Todo hombre por lo tanto debe considerar quién es el Profeta Soberano; es decir, quién es el Viceregente de Dios en la tierra; y tiene, inmediatamente debajo de Dios, la Autoridad de Gobernar a los hombres cristianos; y observar como Regla aquella Doctrina que, en nombre de Dios, él mandó que se enseñara; y mediante ella examinar y poner a prueba la verdad de aquellas doctrinas que los profetas fingidos, con milagros o sin ellos, presenten en cualquier momento; y si la hallan contraria a esa regla, hacer como hicieron aquellos que vinieron a Moisés y se quejaron de que había algunos que profetizaban en el campamento, de cuya autoridad para hacerlo dudaban; y dejar al Soberano, como hicieron con Moisés, que los mantenga o los prohíba según vea conveniente; y si él los desautoriza, no obedecer más su voz; o si los aprueba, obedecerlos entonces como a hombres a quienes Dios ha dado una parte del Espíritu de su Soberano.

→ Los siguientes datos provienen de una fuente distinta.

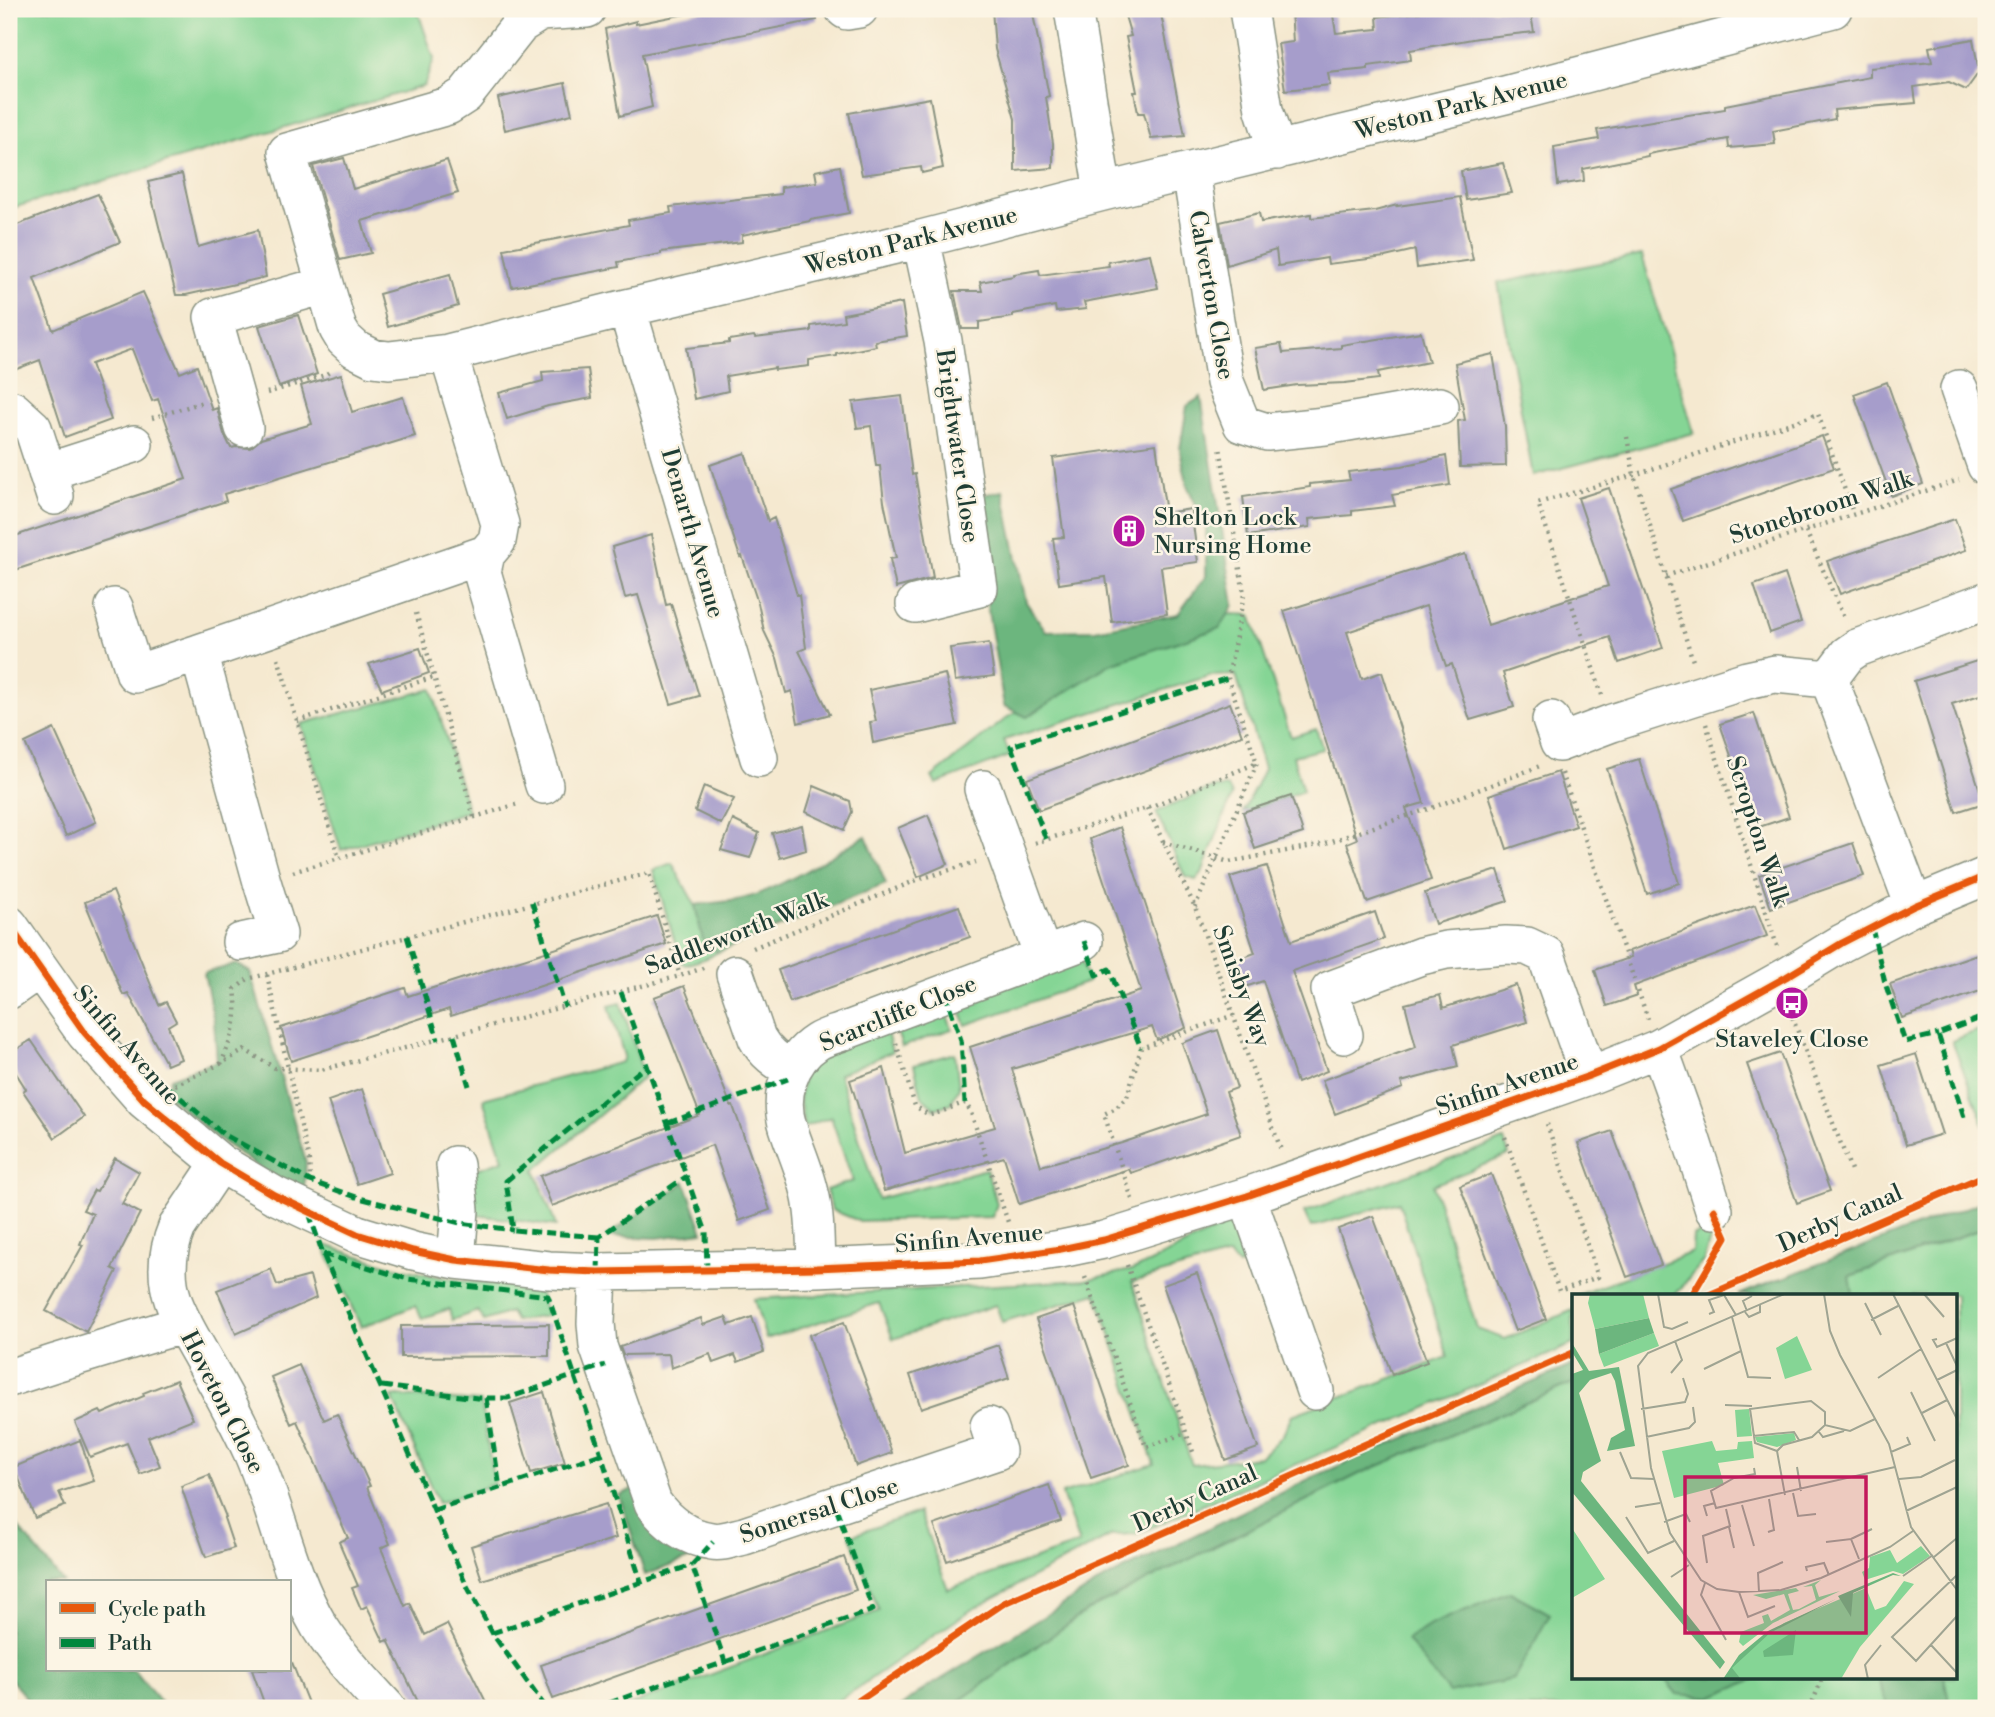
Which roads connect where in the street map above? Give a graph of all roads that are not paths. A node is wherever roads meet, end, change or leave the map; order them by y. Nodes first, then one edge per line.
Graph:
1 (587, 9) edge
2 (844, 9) edge
3 (859, 9) edge
4 (1073, 9) edge
5 (1248, 9) edge
6 (1833, 9) edge
7 (539, 10) edge
8 (1277, 151) junction
9 (1191, 172) junction
10 (1103, 192) junction
11 (921, 239) junction
12 (325, 285) junction
13 (626, 308) junction
14 (448, 353) junction
15 (1959, 388) dead end
16 (1440, 405) dead end
17 (9, 410) edge
18 (244, 428) dead end
19 (134, 444) dead end
20 (1975, 472) edge
21 (486, 554) junction
22 (1986, 601) edge
23 (915, 604) dead end
24 (114, 607) dead end
25 (199, 653) junction
26 (1829, 679) junction
27 (1556, 741) road end
28 (760, 758) dead end
29 (544, 785) road end
30 (982, 789) dead end
31 (1986, 876) edge
32 (1914, 906) junction
33 (9, 925) edge
34 (1084, 941) dead end
35 (241, 942) dead end
36 (1043, 956) junction
37 (728, 964) road end
38 (39, 969) junction
39 (9, 990) edge
40 (1344, 1035) dead end
41 (1658, 1048) junction
42 (792, 1070) junction
43 (1589, 1076) junction
44 (220, 1163) junction
45 (455, 1165) dead end
46 (1247, 1196) junction
47 (1714, 1209) dead end
48 (456, 1260) junction
49 (816, 1268) junction
50 (598, 1272) junction
51 (184, 1324) junction
52 (9, 1378) edge
53 (1315, 1391) dead end
54 (989, 1426) dead end
55 (387, 1708) edge

1 - 7 street
2 - 3 street
4 - 10 street
5 - 8 street
6 - 8 street, Weston Park Avenue
7 - 12 street
8 - 9 street, Weston Park Avenue
9 - 10 street, Weston Park Avenue
9 - 16 street, Calverton Close
10 - 11 street, Weston Park Avenue
11 - 13 street, Weston Park Avenue
11 - 23 street, Brightwater Close
12 - 14 street, Weston Park Avenue
12 - 18 street
13 - 14 street, Weston Park Avenue
13 - 28 street, Denarth Avenue
14 - 21 street
15 - 20 street
17 - 19 street
21 - 25 street
21 - 29 street
22 - 26 street
24 - 25 street
25 - 35 street
26 - 27 street
26 - 32 street
30 - 36 street
31 - 32 street, Sinfin Avenue
32 - 41 street, Sinfin Avenue
33 - 38 street, Sinfin Avenue
34 - 36 street, Scarcliffe Close
36 - 42 street, Scarcliffe Close
37 - 42 street
38 - 39 street
38 - 44 street, Sinfin Avenue
40 - 43 street
41 - 43 street, Sinfin Avenue
41 - 47 street
42 - 49 street, Scarcliffe Close
43 - 46 street, Sinfin Avenue
44 - 48 street, Sinfin Avenue
44 - 51 street, Hoveton Close
45 - 48 street
46 - 49 street, Sinfin Avenue
46 - 53 street
48 - 50 street, Sinfin Avenue
49 - 50 street, Sinfin Avenue
50 - 54 street, Somersal Close
51 - 52 street
51 - 55 street, Hoveton Close

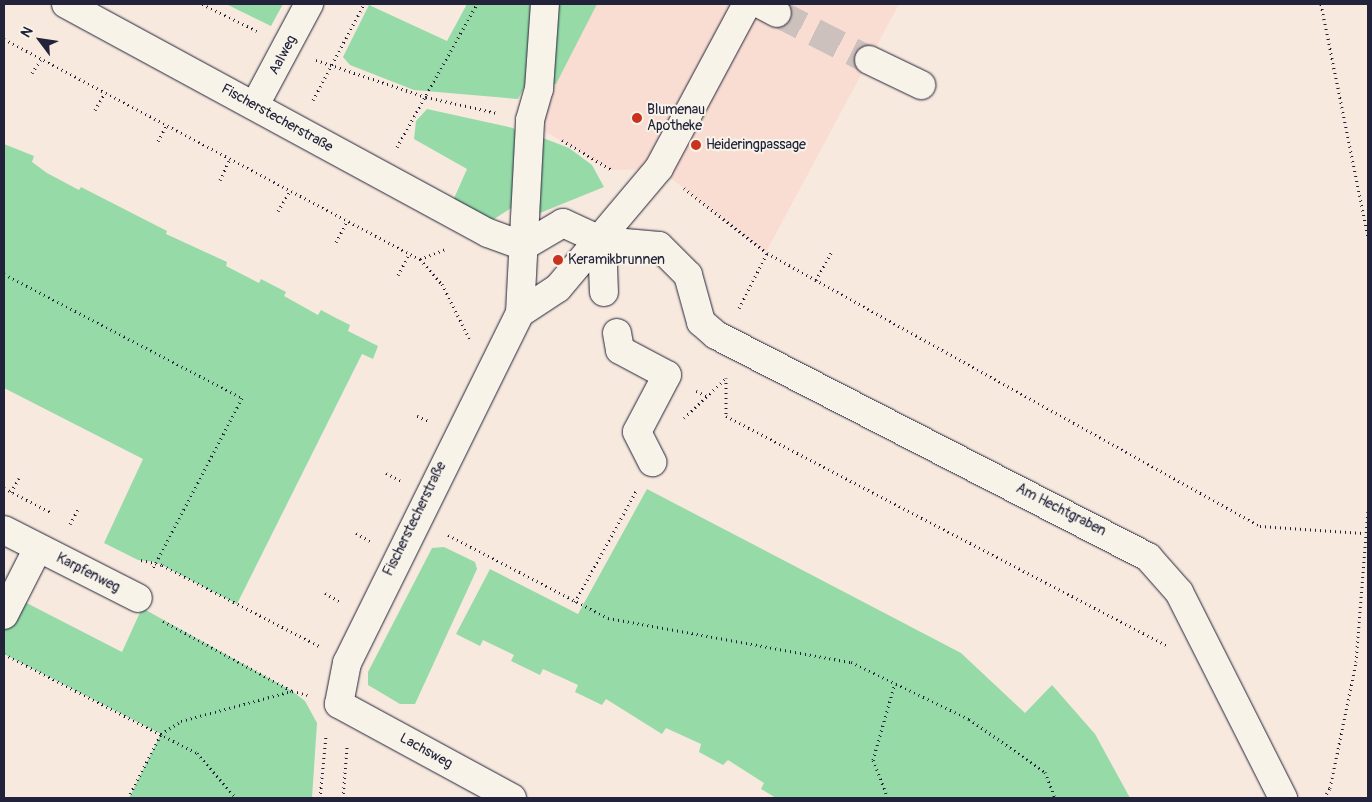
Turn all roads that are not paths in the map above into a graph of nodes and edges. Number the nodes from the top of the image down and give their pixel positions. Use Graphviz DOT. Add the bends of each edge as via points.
graph roads {
  1 [pos="66,4"];
  2 [pos="309,4"];
  3 [pos="545,4"];
  4 [pos="747,4"];
  5 [pos="869,60"];
  6 [pos="921,85"];
  7 [pos="255,105"];
  8 [pos="602,241"];
  9 [pos="524,246"];
  10 [pos="604,292"];
  11 [pos="520,313"];
  12 [pos="617,346"];
  13 [pos="652,462"];
  14 [pos="4,530"];
  15 [pos="38,548"];
  16 [pos="138,598"];
  17 [pos="4,615"];
  18 [pos="340,704"];
  19 [pos="512,798"];
  20 [pos="1283,798"];
  1 -- 7 [label="street, Fischerstecherstraße"];
  2 -- 7 [label="street, Aalweg"];
  3 -- 9 [label="street" via="540,89 530,120"];
  4 -- 8 [label="street" via="659,168"];
  5 -- 6 [label="street"];
  7 -- 9 [label="street, Fischerstecherstraße" via="488,234"];
  8 -- 9 [label="street" via="563,222"];
  8 -- 10 [label="street"];
  8 -- 11 [label="street" via="558,288"];
  8 -- 20 [label="street, Am Hechtgraben" via="659,246 688,275 701,322 1148,557 1179,592"];
  9 -- 11 [label="street"];
  11 -- 18 [label="street, Fischerstecherstraße" via="415,517 347,663"];
  12 -- 13 [label="street" via="667,375 637,432"];
  14 -- 15 [label="street, Karpfenweg"];
  15 -- 16 [label="street, Karpfenweg"];
  15 -- 17 [label="street"];
  18 -- 19 [label="street, Lachsweg"];
}
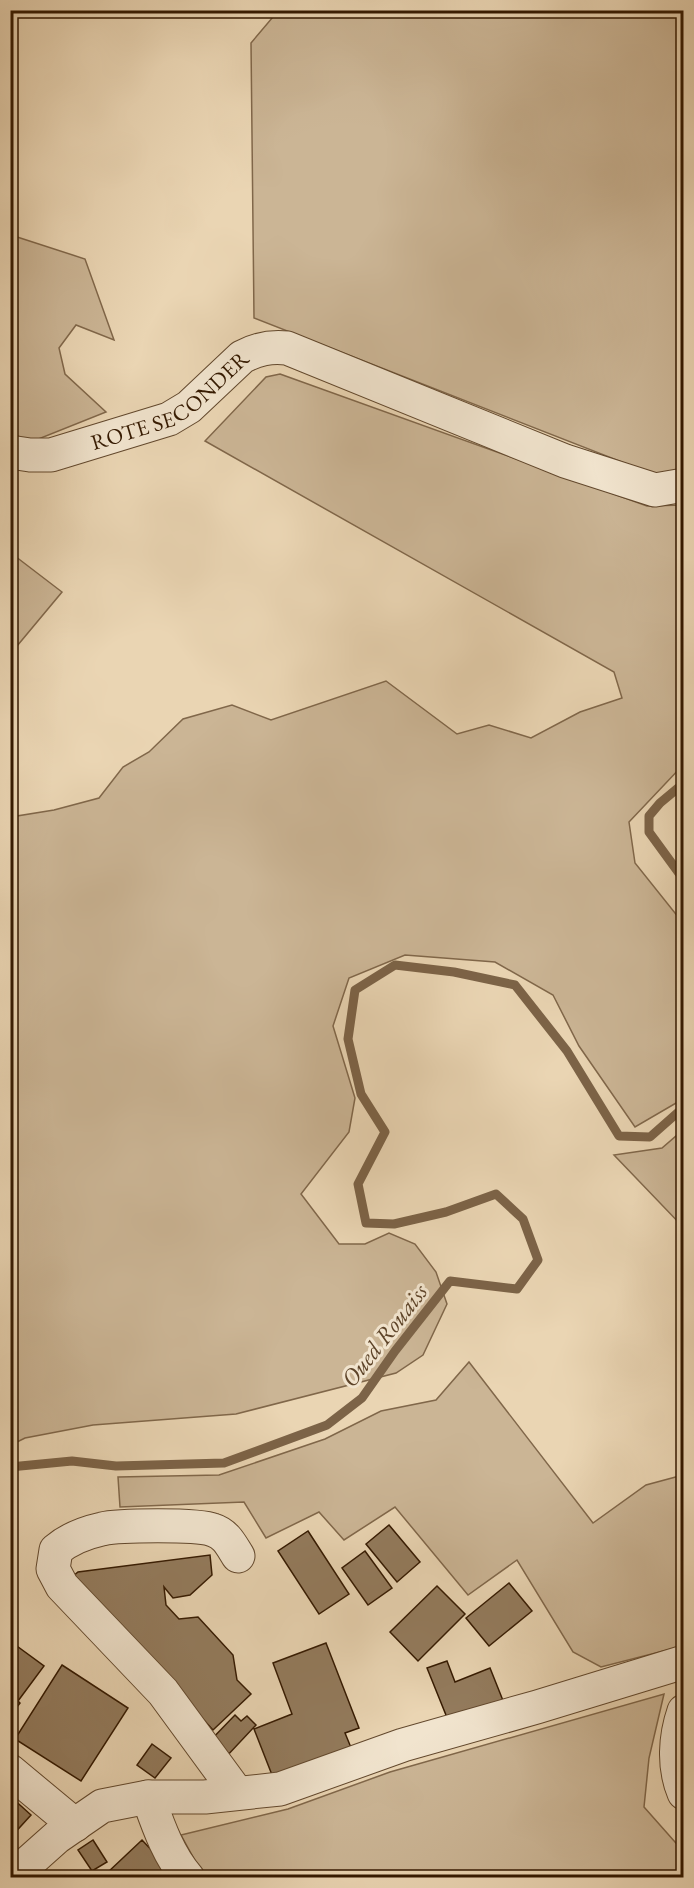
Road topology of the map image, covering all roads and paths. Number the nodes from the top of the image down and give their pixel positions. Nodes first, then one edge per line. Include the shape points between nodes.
1 (10, 452) edge
2 (684, 485) edge
3 (238, 1556) dead end
4 (684, 1662) edge
5 (684, 1711) edge
6 (10, 1771) edge
7 (237, 1793) junction
8 (684, 1793) edge
9 (148, 1797) junction
10 (75, 1825) junction
11 (11, 1878) edge
12 (188, 1878) edge

1 - 2 street, ROTE SECONDER via 51,455 169,419 189,407 242,357 264,348 287,348 565,461 655,490
3 - 7 street via 226,1537 213,1530 193,1526 104,1529 62,1545 56,1550 53,1569 62,1586 163,1692
4 - 7 street via 404,1745 280,1788
5 - 8 street via 677,1731 678,1778
6 - 10 street
7 - 9 street
9 - 10 street via 102,1806
9 - 12 street via 159,1831
10 - 11 street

Pues cuando los hombres cristianos no toman a su Soberano cristiano por el Profeta de Dios, deben o bien tomar sus propios Sueños por la profecía por la que pretenden ser gobernados, y la hinchazón de sus propios corazones por el Espíritu de Dios; o deben dejarse guiar por algún Príncipe extranjero; o por alguno de sus consiervos, que pueda embaucarlos, mediante la difamación del gobierno, para llevarlos a la rebelión, sin más milagro para confirmar su llamamiento que a veces un éxito extraordinario y la Impunidad; y destruyendo por este medio todas las leyes, tanto divinas como humanas, reducir todo Orden, Gobierno y Sociedad al Caos primero de la Violencia y la Guerra Civil.